Top of Records provided

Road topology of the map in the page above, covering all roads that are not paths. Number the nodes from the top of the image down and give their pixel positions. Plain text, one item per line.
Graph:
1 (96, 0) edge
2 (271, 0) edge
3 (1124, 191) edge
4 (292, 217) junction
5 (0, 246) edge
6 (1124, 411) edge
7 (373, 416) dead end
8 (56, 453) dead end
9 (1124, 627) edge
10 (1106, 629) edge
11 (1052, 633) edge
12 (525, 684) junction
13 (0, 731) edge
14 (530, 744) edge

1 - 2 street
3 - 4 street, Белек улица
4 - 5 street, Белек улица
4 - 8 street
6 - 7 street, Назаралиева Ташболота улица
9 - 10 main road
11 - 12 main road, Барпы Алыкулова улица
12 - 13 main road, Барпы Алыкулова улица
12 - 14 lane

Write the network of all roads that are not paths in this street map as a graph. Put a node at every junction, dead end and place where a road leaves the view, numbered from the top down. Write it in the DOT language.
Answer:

Bottom of Records provided
Top of Records provided

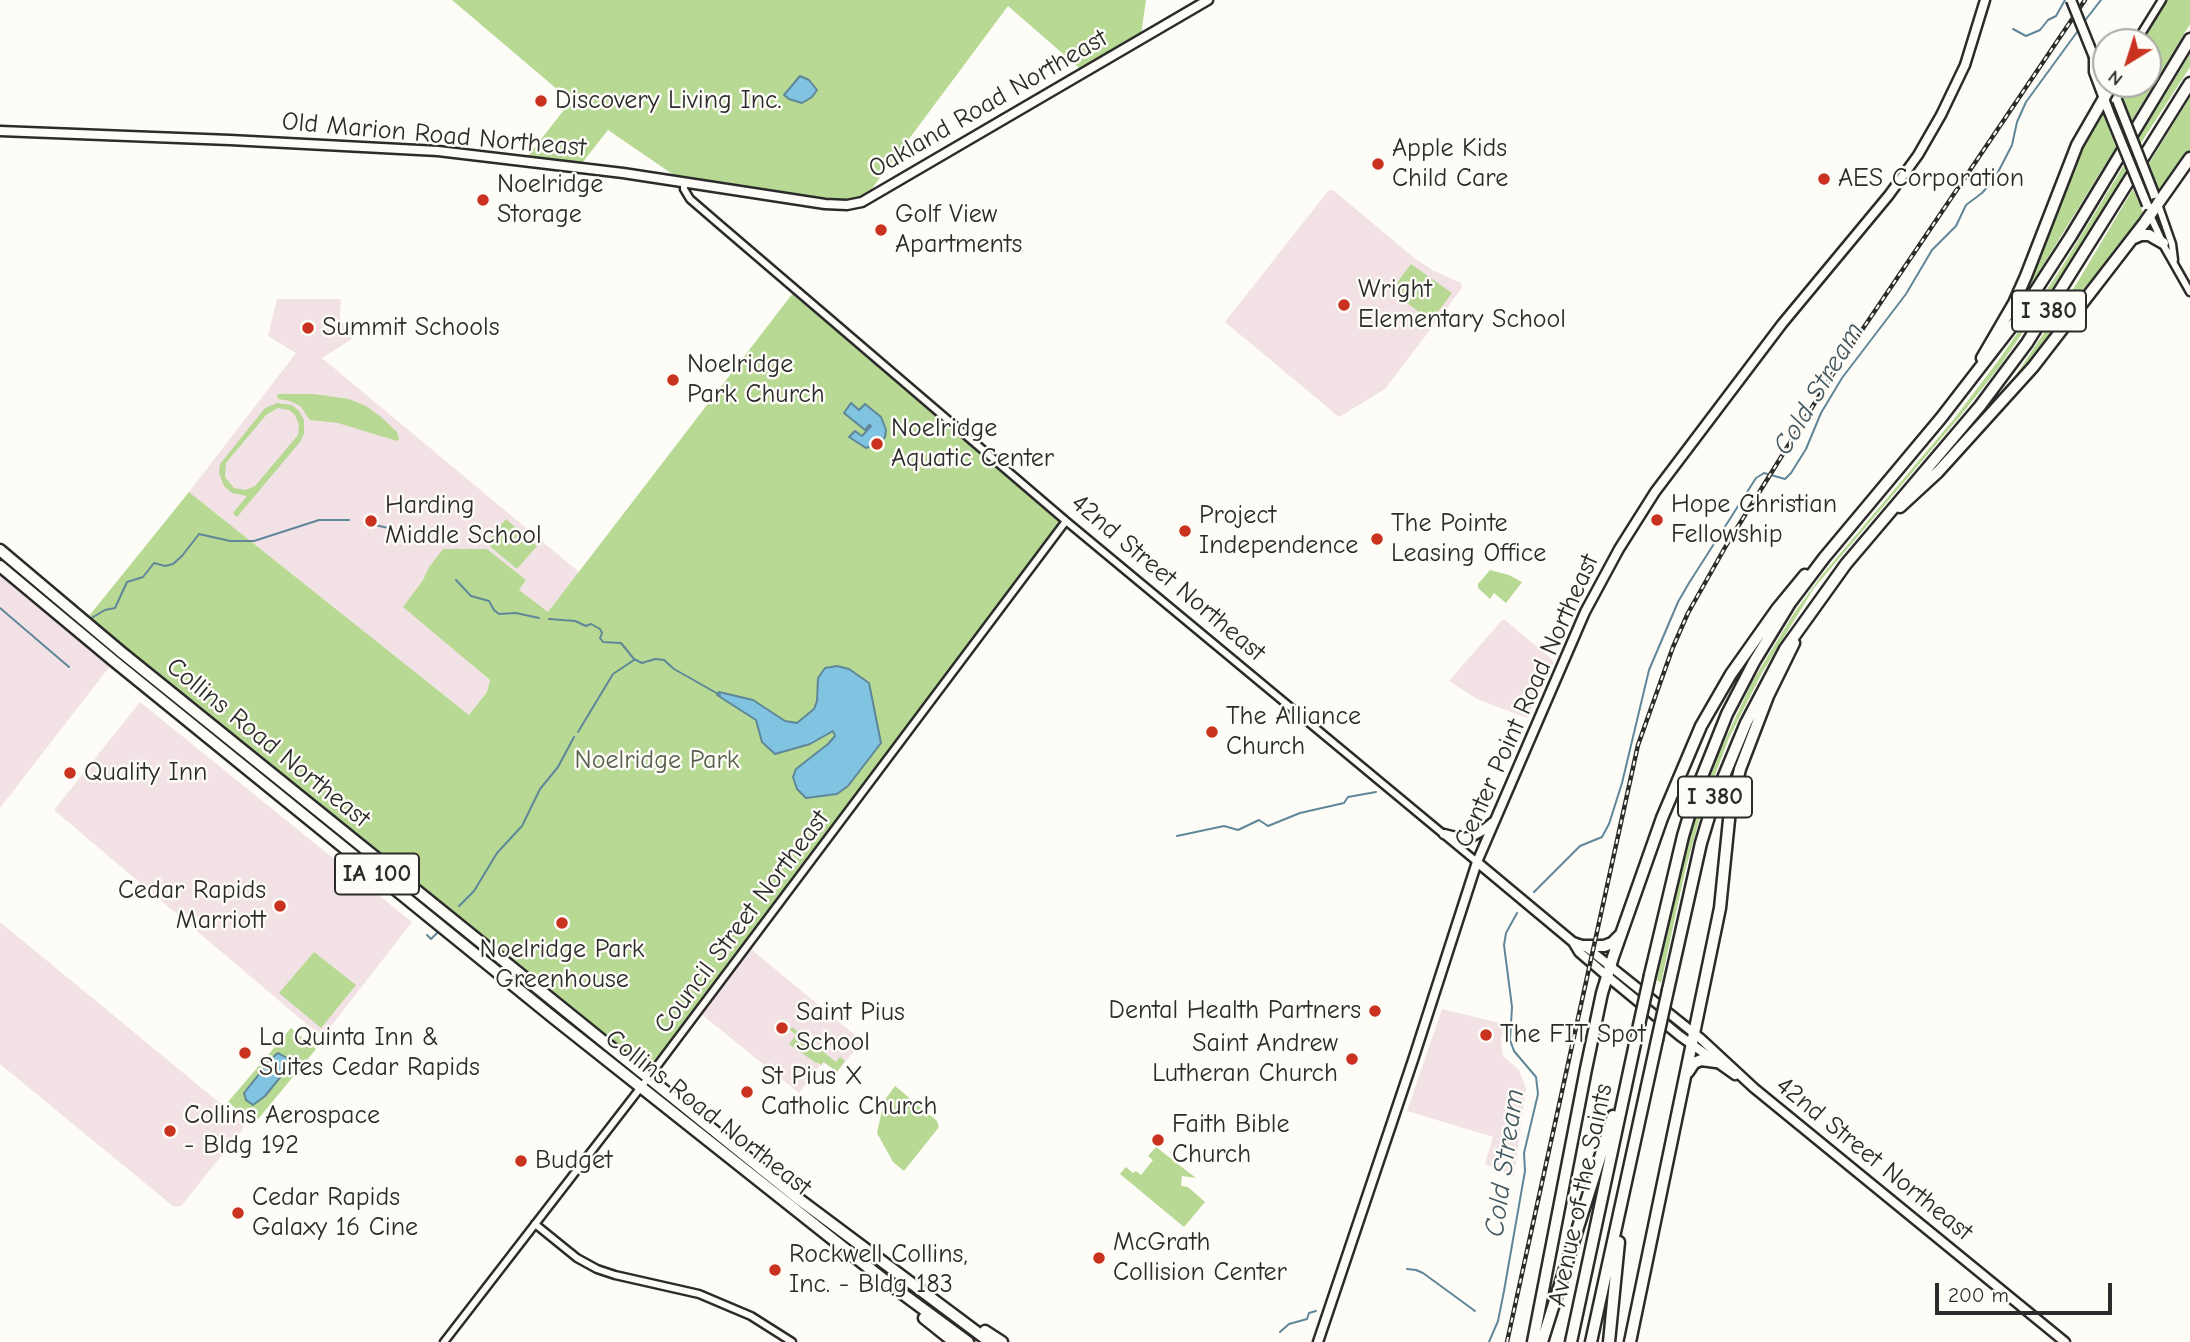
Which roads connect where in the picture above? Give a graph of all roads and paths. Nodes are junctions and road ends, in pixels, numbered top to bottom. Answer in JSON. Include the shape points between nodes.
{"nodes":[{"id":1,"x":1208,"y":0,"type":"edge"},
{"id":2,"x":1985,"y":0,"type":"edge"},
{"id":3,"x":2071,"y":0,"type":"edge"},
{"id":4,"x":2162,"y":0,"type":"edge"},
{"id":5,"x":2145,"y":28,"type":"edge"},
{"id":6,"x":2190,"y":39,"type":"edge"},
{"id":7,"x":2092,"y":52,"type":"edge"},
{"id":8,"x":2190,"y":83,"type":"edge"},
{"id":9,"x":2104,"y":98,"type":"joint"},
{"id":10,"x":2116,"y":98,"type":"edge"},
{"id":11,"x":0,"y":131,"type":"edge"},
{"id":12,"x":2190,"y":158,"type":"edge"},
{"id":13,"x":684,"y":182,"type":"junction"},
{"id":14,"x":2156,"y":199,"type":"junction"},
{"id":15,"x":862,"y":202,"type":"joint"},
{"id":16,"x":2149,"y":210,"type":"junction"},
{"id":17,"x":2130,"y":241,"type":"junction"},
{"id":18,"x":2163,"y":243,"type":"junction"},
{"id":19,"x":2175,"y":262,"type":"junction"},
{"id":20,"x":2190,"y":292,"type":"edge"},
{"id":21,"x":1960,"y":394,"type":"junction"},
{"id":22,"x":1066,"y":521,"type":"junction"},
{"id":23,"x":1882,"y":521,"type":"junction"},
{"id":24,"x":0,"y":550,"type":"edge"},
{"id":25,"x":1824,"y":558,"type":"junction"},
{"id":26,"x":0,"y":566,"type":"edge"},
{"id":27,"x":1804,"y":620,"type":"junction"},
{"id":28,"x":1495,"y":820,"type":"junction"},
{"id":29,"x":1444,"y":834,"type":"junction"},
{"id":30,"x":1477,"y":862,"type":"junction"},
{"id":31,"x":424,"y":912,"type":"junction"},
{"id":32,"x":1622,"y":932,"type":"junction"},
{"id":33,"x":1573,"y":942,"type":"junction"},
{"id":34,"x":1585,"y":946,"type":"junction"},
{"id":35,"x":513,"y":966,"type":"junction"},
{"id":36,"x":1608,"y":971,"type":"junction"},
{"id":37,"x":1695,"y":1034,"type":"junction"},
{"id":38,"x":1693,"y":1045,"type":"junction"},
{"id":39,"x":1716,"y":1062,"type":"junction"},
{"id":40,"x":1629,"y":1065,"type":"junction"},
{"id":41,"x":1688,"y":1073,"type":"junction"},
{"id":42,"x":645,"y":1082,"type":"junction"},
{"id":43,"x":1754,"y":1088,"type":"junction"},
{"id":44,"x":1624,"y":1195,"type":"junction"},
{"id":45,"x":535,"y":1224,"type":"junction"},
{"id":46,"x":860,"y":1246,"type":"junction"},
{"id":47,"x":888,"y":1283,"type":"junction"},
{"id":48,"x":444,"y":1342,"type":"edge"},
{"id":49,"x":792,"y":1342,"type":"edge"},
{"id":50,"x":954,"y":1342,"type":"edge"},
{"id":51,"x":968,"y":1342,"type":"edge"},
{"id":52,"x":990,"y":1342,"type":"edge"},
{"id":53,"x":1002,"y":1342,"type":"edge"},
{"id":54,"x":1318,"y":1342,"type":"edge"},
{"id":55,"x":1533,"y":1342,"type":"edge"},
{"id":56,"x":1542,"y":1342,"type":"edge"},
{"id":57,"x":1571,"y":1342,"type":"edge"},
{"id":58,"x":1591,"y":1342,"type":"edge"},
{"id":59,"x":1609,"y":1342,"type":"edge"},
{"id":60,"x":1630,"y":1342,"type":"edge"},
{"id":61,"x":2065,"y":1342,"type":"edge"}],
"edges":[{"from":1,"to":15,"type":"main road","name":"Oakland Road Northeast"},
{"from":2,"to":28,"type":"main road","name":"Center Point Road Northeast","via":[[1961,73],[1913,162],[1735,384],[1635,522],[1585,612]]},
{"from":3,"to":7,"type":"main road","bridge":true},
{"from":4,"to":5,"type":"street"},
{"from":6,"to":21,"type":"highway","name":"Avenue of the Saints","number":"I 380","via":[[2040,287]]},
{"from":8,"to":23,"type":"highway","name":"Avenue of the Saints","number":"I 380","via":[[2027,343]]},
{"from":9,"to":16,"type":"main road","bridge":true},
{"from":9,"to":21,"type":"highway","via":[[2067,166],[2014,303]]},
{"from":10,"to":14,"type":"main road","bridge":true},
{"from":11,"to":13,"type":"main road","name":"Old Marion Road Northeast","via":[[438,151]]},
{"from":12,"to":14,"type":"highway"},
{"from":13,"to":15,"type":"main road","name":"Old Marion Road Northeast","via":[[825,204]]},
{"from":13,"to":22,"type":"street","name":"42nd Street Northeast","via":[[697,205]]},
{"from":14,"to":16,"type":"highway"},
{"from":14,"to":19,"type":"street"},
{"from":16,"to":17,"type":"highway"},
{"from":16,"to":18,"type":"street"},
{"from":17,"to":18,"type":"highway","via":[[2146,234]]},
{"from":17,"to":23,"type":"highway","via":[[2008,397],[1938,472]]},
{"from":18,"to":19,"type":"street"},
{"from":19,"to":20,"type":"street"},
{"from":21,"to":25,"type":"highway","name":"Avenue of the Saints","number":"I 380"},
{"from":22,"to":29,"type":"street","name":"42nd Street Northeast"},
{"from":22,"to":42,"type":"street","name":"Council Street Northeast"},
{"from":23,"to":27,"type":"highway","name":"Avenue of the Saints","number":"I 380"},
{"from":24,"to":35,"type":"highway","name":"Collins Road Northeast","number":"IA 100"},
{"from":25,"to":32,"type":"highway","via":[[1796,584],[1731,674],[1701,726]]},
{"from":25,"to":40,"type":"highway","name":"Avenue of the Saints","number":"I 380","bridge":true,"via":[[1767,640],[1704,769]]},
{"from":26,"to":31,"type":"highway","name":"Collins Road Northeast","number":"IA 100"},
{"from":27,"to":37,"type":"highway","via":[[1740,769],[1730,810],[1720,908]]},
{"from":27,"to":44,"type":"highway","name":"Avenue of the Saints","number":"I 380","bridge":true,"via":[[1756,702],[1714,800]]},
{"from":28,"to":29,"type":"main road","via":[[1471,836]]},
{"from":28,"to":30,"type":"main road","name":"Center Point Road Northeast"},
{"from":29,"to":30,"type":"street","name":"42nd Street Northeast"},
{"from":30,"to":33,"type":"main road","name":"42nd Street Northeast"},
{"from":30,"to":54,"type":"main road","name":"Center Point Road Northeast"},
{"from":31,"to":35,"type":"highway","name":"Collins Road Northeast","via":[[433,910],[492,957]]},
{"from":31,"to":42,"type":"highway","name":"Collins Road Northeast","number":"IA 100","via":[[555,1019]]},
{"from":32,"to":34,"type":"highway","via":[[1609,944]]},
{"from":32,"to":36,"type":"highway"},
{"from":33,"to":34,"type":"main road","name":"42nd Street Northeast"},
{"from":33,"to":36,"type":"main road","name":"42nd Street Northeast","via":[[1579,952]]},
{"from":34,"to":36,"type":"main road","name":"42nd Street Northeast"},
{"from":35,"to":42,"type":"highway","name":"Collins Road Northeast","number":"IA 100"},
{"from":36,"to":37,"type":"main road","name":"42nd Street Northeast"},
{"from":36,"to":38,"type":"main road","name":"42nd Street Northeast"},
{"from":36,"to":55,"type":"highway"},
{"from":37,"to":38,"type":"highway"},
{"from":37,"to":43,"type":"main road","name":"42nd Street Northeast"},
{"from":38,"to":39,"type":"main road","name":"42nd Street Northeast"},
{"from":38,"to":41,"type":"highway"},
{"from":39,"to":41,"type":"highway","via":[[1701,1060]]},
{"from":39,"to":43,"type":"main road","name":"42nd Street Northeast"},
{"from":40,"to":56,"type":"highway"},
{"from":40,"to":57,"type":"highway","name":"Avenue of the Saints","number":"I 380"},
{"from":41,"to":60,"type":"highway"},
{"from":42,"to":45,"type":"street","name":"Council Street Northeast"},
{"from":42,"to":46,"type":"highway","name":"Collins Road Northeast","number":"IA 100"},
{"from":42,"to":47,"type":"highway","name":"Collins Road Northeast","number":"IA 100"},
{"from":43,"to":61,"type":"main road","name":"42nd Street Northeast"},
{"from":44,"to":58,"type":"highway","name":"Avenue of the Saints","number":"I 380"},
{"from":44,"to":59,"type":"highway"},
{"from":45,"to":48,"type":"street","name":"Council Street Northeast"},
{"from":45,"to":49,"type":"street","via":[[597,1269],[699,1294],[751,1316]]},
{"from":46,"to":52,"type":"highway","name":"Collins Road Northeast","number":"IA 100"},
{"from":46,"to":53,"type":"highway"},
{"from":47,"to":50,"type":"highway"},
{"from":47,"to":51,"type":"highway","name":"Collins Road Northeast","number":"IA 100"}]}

Bottom of Records provided

#### Exercise description:
Find each line in the records above that contains "down", and copy it.

#### Answer box:
Road topology of the map in the page above, covering all roads that are not paths. Number the nodes from the top of the image down and give their pixel positions. Plain text, one item per line.
Write the network of all roads that are not paths in this street map as a graph. Put a node at every junction, dead end and place where a road leaves the view, numbered from the top down. Write it in the DOT language.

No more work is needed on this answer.